Dr Jeff Jaffe, CEO of the World Wide Web Consortium (W3C), has called for tighter control over today's cloud computing standards to combat a variety of issues surrounding global regulations.
Led by web inventor Tim Berners-Lee and Jaffe, international organisation W3C has been setting web standards since 1994.
Speaking to organisers in advance of the fifth annual Cloud World Forum in June, Jaffe said the W3C's lack of participation in developing cloud standards has resulted in a "confused patchwork design".
He said: "Identifying future trends and needs for standardisation is an important focus […] we now need a richer conversation between core web standards and the cloud."

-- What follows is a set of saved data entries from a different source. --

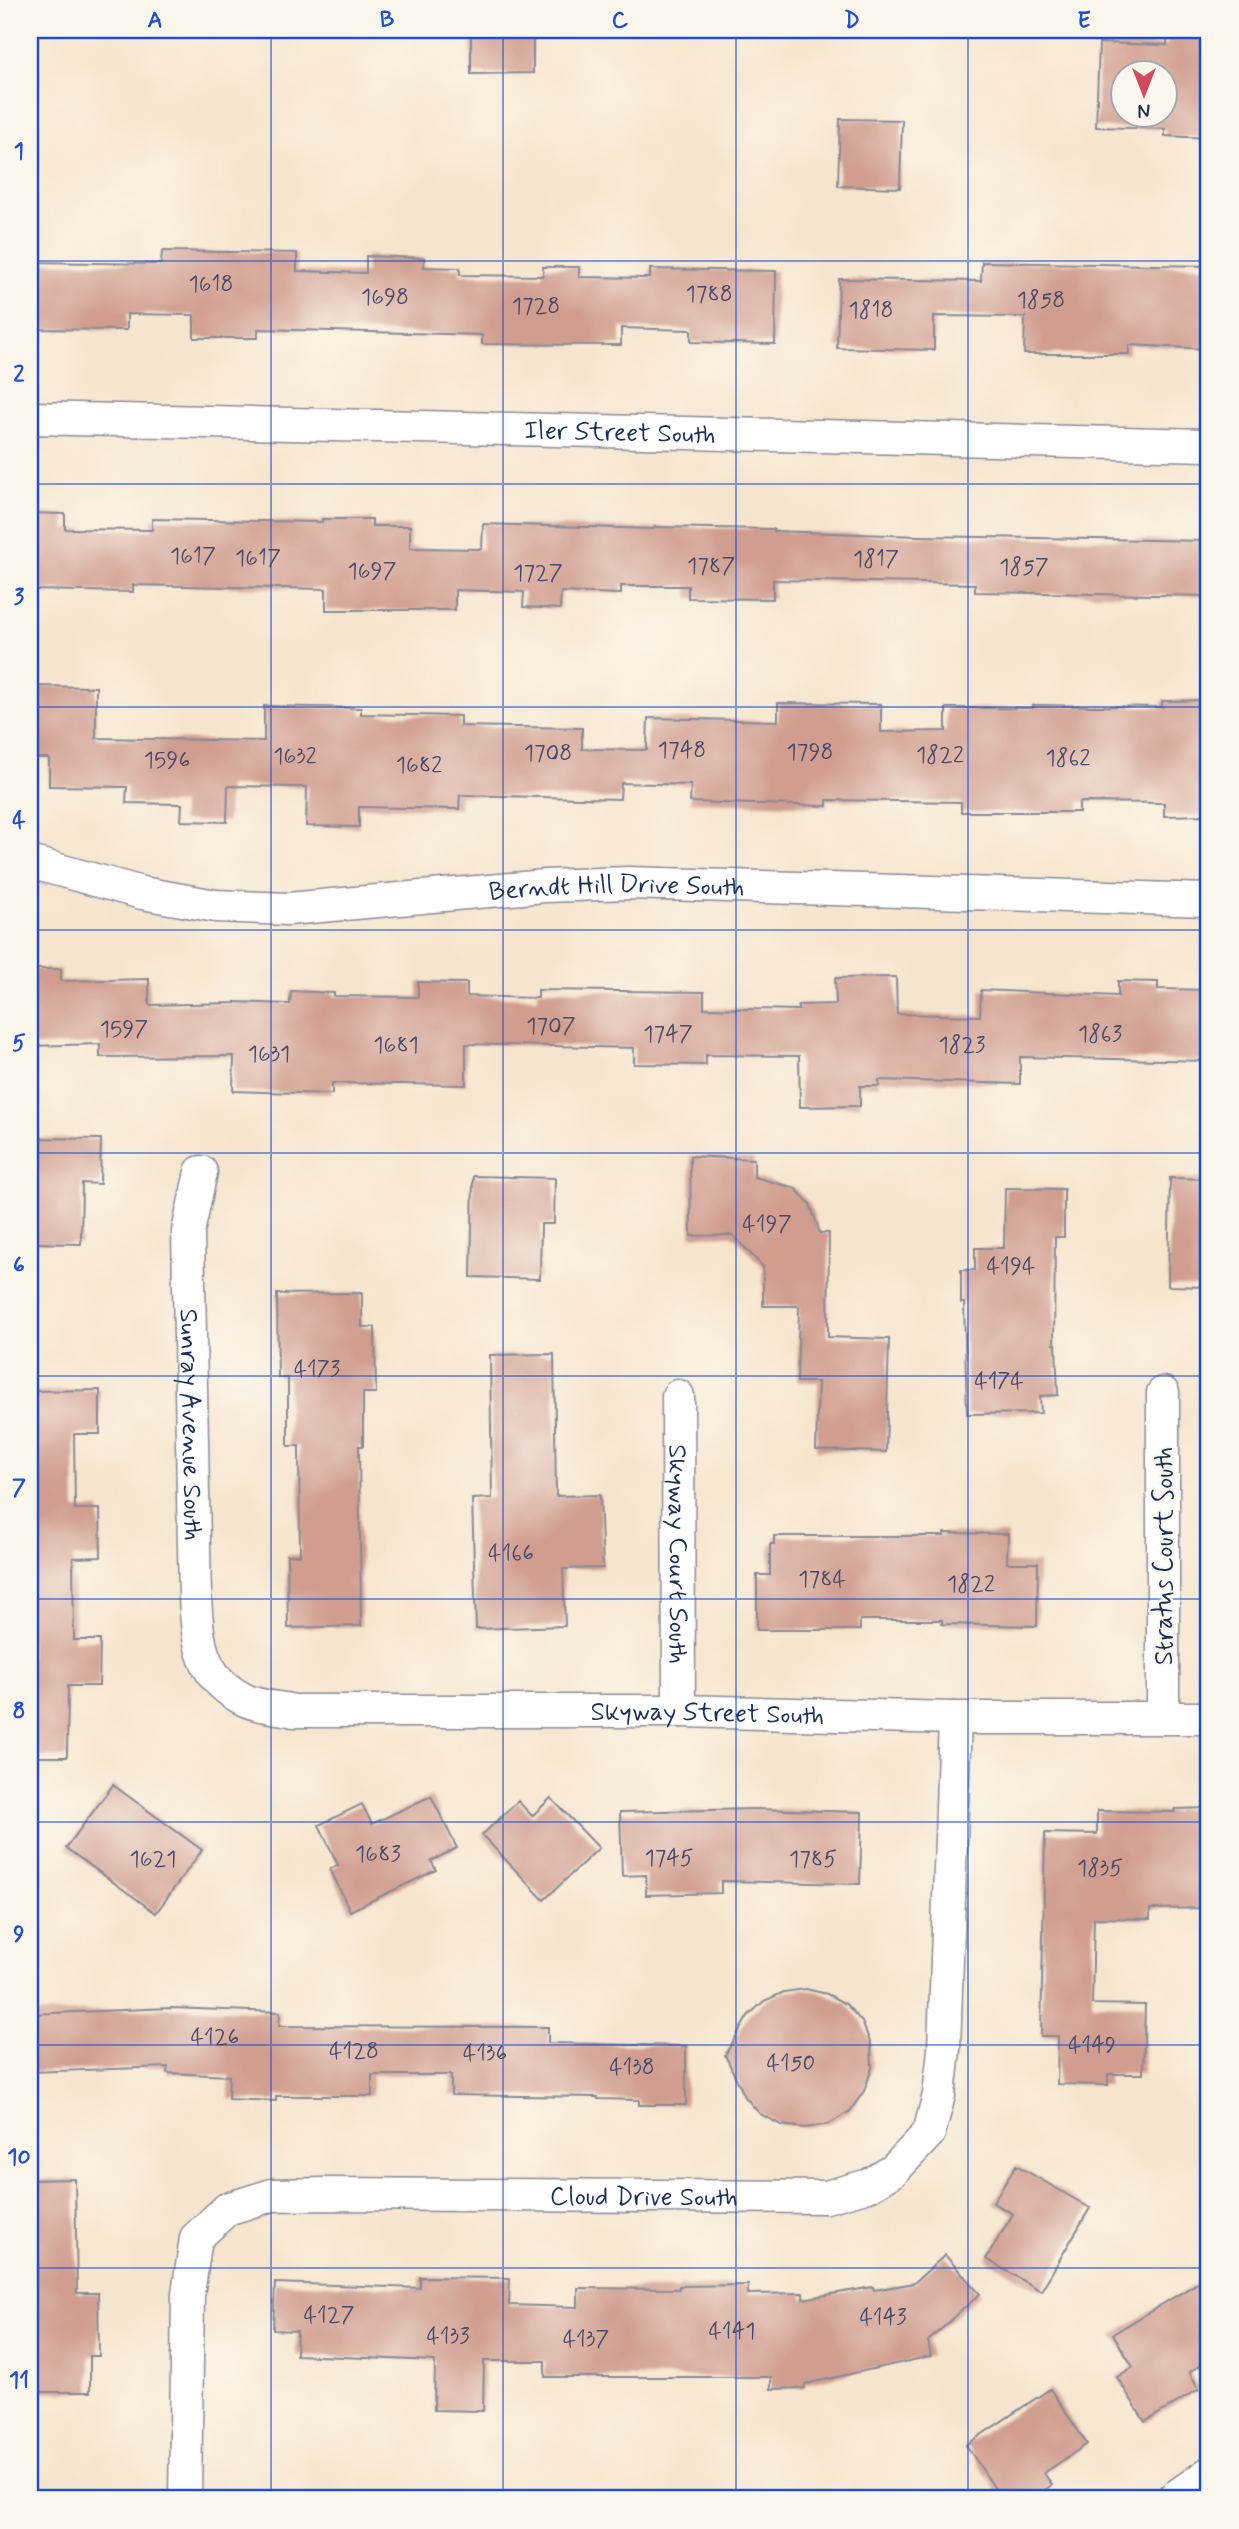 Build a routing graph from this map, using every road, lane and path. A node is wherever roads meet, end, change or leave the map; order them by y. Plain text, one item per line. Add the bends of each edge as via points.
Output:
1 (30, 418) edge
2 (1209, 445) edge
3 (30, 862) edge
4 (1209, 900) edge
5 (201, 1172) dead end
6 (1163, 1393) dead end
7 (678, 1396) dead end
8 (212, 1676) joint
9 (679, 1711) junction
10 (955, 1718) junction
11 (1163, 1718) junction
12 (1209, 1718) edge
13 (1209, 2473) edge
14 (185, 2499) edge
15 (1171, 2499) edge

1 - 2 street, Iler Street South
3 - 4 street, Berndt Hill Drive South via 142,893 216,906 288,909 628,883
5 - 8 street, Sunray Avenue South via 188,1232 194,1585 198,1642
6 - 11 street, Stratus Court South
7 - 9 street, Skyway Court South
8 - 9 street, Skyway Street South via 246,1700 293,1711
9 - 10 street, Skyway Street South
10 - 11 street, Skyway Street South
10 - 14 street, Cloud Drive South via 939,2095 929,2133 894,2170 869,2185 826,2197 299,2194 272,2195 227,2209 196,2238 188,2294
11 - 12 street, Skyway Street South
13 - 15 street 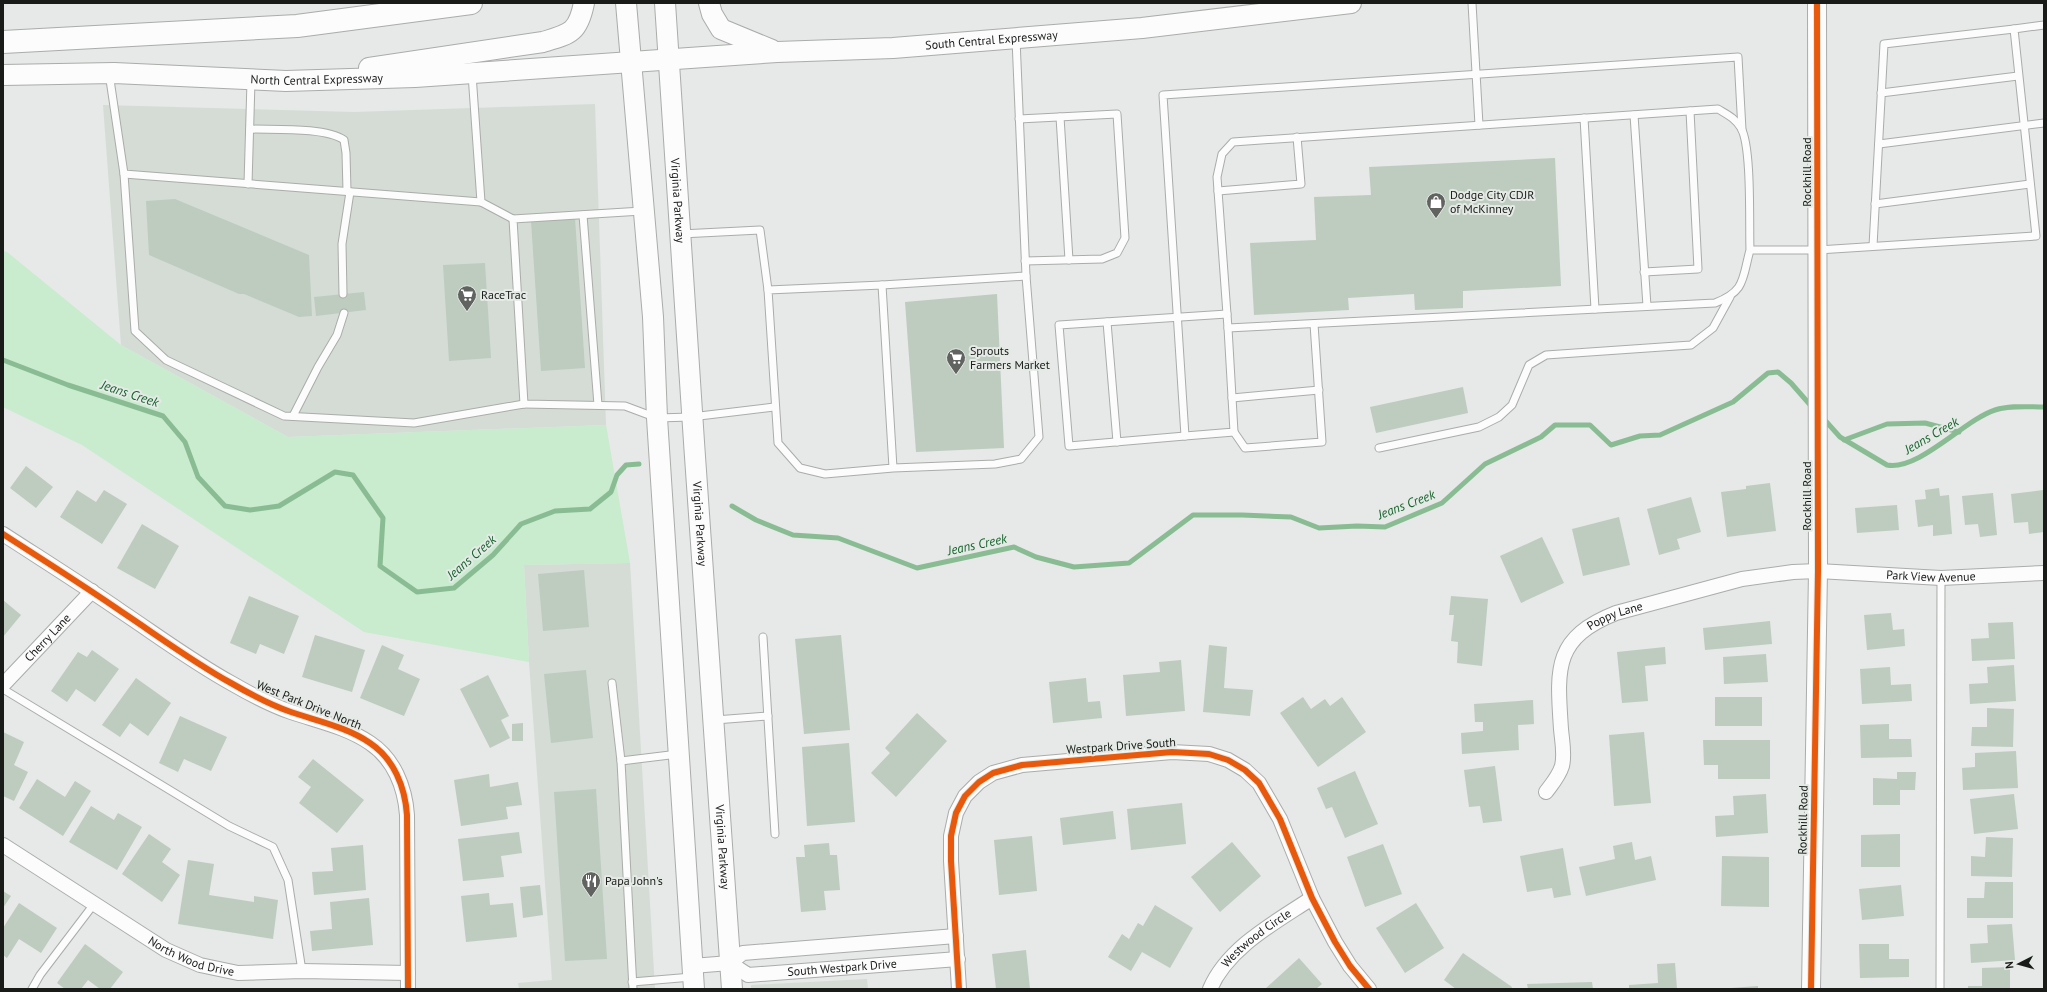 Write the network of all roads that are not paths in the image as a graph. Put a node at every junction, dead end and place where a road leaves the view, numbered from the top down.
1 (471, 3) edge
2 (584, 3) edge
3 (626, 3) edge
4 (665, 3) edge
5 (709, 3) edge
6 (1351, 3) edge
7 (1472, 3) edge
8 (1817, 3) edge
9 (2044, 25) edge
10 (2014, 30) junction
11 (1016, 38) junction
12 (3, 42) edge
13 (777, 52) junction
14 (668, 59) junction
15 (631, 61) junction
16 (109, 73) junction
17 (472, 73) junction
18 (1475, 74) junction
19 (3, 75) edge
20 (2018, 76) junction
21 (251, 79) junction
22 (286, 81) junction
23 (1881, 93) junction
24 (1690, 111) junction
25 (1634, 115) junction
26 (1060, 117) junction
27 (1019, 118) junction
28 (1584, 118) junction
29 (2044, 123) edge
30 (1479, 125) junction
31 (2024, 127) junction
32 (250, 129) junction
33 (1742, 130) junction
34 (1297, 137) junction
35 (1879, 144) junction
36 (124, 174) junction
37 (248, 184) junction
38 (2030, 184) junction
39 (1218, 191) junction
40 (348, 192) junction
41 (481, 202) junction
42 (1875, 204) junction
43 (644, 211) junction
44 (583, 215) junction
45 (513, 219) junction
46 (680, 234) junction
47 (1873, 246) junction
48 (1750, 250) junction
49 (1818, 250) junction
50 (1069, 260) junction
51 (1025, 261) junction
52 (1644, 272) junction
53 (1026, 276) junction
54 (882, 285) junction
55 (768, 290) junction
56 (343, 294) dead end
57 (1730, 297) junction
58 (1647, 306) junction
59 (1595, 309) junction
60 (344, 313) dead end
61 (1227, 314) junction
62 (1177, 317) junction
63 (1107, 322) junction
64 (1314, 324) junction
65 (1228, 328) junction
66 (1318, 390) junction
67 (1232, 398) junction
68 (524, 404) junction
69 (598, 405) junction
70 (774, 408) junction
71 (293, 416) junction
72 (691, 417) junction
73 (657, 418) junction
74 (1234, 432) junction
75 (1185, 436) junction
76 (1117, 442) junction
77 (1379, 448) dead end
78 (893, 468) junction
79 (3, 534) edge
80 (1818, 571) junction
81 (2044, 573) edge
82 (1941, 578) junction
83 (92, 592) junction
84 (763, 637) dead end
85 (612, 683) dead end
86 (3, 685) edge
87 (3, 690) edge
88 (768, 716) junction
89 (715, 720) junction
90 (679, 754) junction
91 (621, 761) junction
92 (1546, 792) dead end
93 (775, 834) dead end
94 (3, 845) edge
95 (1312, 898) junction
96 (94, 904) junction
97 (956, 936) junction
98 (958, 958) junction
99 (730, 963) junction
100 (302, 971) junction
101 (408, 973) junction
102 (693, 977) edge
103 (633, 985) edge
104 (32, 989) edge
105 (408, 989) edge
106 (732, 989) edge
107 (959, 989) edge
108 (1210, 989) edge
109 (1370, 989) edge
110 (1811, 989) edge
111 (1940, 989) edge

1 - 12 highway
2 - 22 main road
3 - 15 main road
4 - 14 main road, Virginia Parkway
5 - 13 main road
6 - 11 main road, South Central Expressway
7 - 18 lane
8 - 49 street, Rockhill Road
9 - 10 lane
10 - 20 lane
10 - 23 lane
11 - 13 main road, South Central Expressway
11 - 27 lane
13 - 14 main road, South Central Expressway
14 - 15 main road, South Central Expressway
14 - 46 main road, Virginia Parkway
15 - 17 main road, North Central Expressway
15 - 43 main road
16 - 19 main road, North Central Expressway
16 - 21 main road, North Central Expressway
16 - 36 lane
17 - 22 main road, North Central Expressway
17 - 41 lane
18 - 30 lane
18 - 33 lane
18 - 62 lane
20 - 23 lane
20 - 31 lane
21 - 22 main road, North Central Expressway
21 - 32 lane
23 - 35 lane
24 - 25 lane
24 - 33 lane
24 - 52 lane
25 - 28 lane
25 - 52 lane
26 - 27 lane
26 - 50 lane
26 - 50 lane
27 - 51 lane
28 - 30 lane
28 - 59 lane
29 - 31 lane
30 - 34 lane
31 - 35 lane
31 - 38 lane
32 - 37 lane
32 - 40 lane
33 - 48 lane
34 - 39 lane
34 - 39 lane
35 - 42 lane
36 - 37 lane
36 - 71 lane
37 - 40 lane
38 - 42 lane
38 - 47 lane
39 - 61 lane
40 - 41 lane
40 - 56 lane
41 - 45 lane
42 - 47 lane
43 - 44 lane
43 - 73 main road
44 - 45 lane
44 - 69 lane
45 - 68 lane
46 - 55 lane
46 - 72 main road, Virginia Parkway
47 - 49 lane
48 - 49 lane
48 - 57 lane
49 - 80 street, Rockhill Road
50 - 51 lane
51 - 53 lane
52 - 58 lane
53 - 54 lane
53 - 78 lane
54 - 55 lane
54 - 78 lane
55 - 70 lane
57 - 58 lane
57 - 77 lane
58 - 59 lane
59 - 64 lane
60 - 71 lane
61 - 62 lane
61 - 65 lane
62 - 63 lane
62 - 75 lane
63 - 76 lane
63 - 76 lane
64 - 65 lane
64 - 66 lane
65 - 67 lane
66 - 67 lane
66 - 74 lane
67 - 74 lane
68 - 69 lane
68 - 71 lane
69 - 73 lane
70 - 72 lane
70 - 78 lane
72 - 73 lane
72 - 89 main road, Virginia Parkway
73 - 90 main road
74 - 75 lane
75 - 76 lane
79 - 83 street, West Park Drive North
80 - 82 street, Park View Avenue
80 - 92 street, Poppy Lane
80 - 110 street, Rockhill Road
81 - 82 street, Park View Avenue
82 - 111 lane
83 - 86 street, Cherry Lane
83 - 101 street, West Park Drive North
84 - 88 lane
85 - 91 lane
87 - 100 lane
88 - 89 lane
88 - 93 lane
89 - 99 main road, Virginia Parkway
90 - 91 lane
90 - 102 main road
91 - 103 lane
94 - 96 street, North Wood Drive
95 - 97 street, Westpark Drive South
95 - 108 street, Westwood Circle
95 - 109 street, Westpark Drive South
96 - 100 street, North Wood Drive
96 - 104 lane
97 - 98 street, Westpark Drive South
97 - 99 street, South Westpark Drive
98 - 99 street, South Westpark Drive
98 - 107 street, Westpark Drive South
99 - 102 street, South Westpark Drive
99 - 106 main road, Virginia Parkway
100 - 101 street, North Wood Drive
101 - 105 street, West Park Drive North
102 - 103 lane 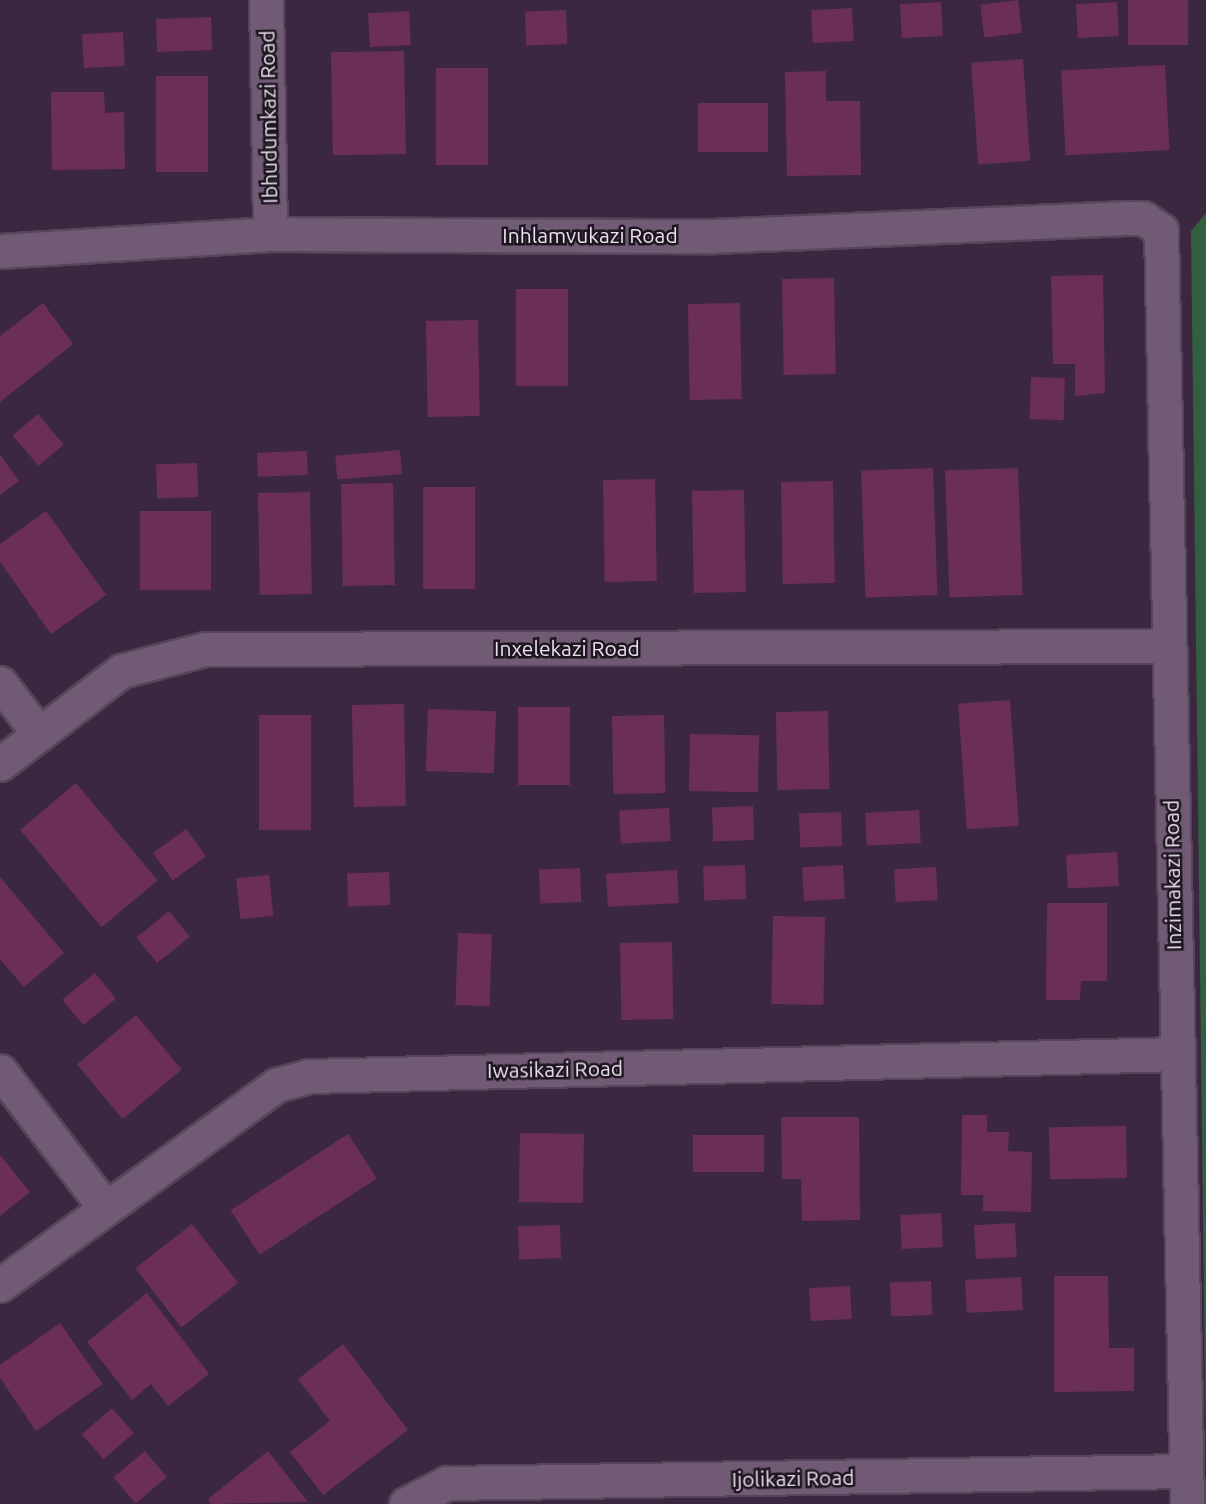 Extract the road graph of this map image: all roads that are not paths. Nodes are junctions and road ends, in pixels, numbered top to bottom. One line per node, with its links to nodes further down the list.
1 (266, 0): 2 (street, Ibhudumkazi Road)
2 (270, 234): 3 (street, Inhlamvukazi Road); 4 (street, Inhlamvukazi Road)
3 (1163, 246): 5 (street, Inzimakazi Road)
4 (0, 251)
5 (1168, 646): 7 (street, Inxelekazi Road); 9 (street, Inzimakazi Road)
6 (0, 683): 7 (street)
7 (39, 734): 8 (street, Inxelekazi Road)
8 (0, 764)
9 (1176, 1054): 11 (street, Iwasikazi Road); 13 (street, Inzimakazi Road)
10 (0, 1071): 11 (street)
11 (104, 1206): 12 (street, Iwasikazi Road)
12 (0, 1285)
13 (1186, 1471): 14 (street, Ijolikazi Road); 15 (street, Inzimakazi Road)
14 (406, 1504)
15 (1187, 1504)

Jaffe said the cloud, which he sees as a "natural progression" of the web, will grow in importance as the number of internet-connected devices expands.
Roy Illsley, Principal Analyst at Ovum, told TRPro that he does not believe a single cloud standard will surface.
He said: "The best we can hope for is a standard on workload transport so that businesses can move cloud provider with minimal effort.
"Businesses are not moving wholesale into the cloud because of a number of issues, and the lack of portability of workloads between different cloud standards is just one. It's an important issue, but it's still just one of many."
Illsley added: "It's like the browser wars of the 1990s, when mass adoption by enterprises only happened when there was a single standard.
"However, cloud is coalescing around a few main approaches and standards, for want of a better word, and the mess of supporting this is mainly felt by the service providers who have different solution stacks, such as OpenStack or VMware, to support different customers."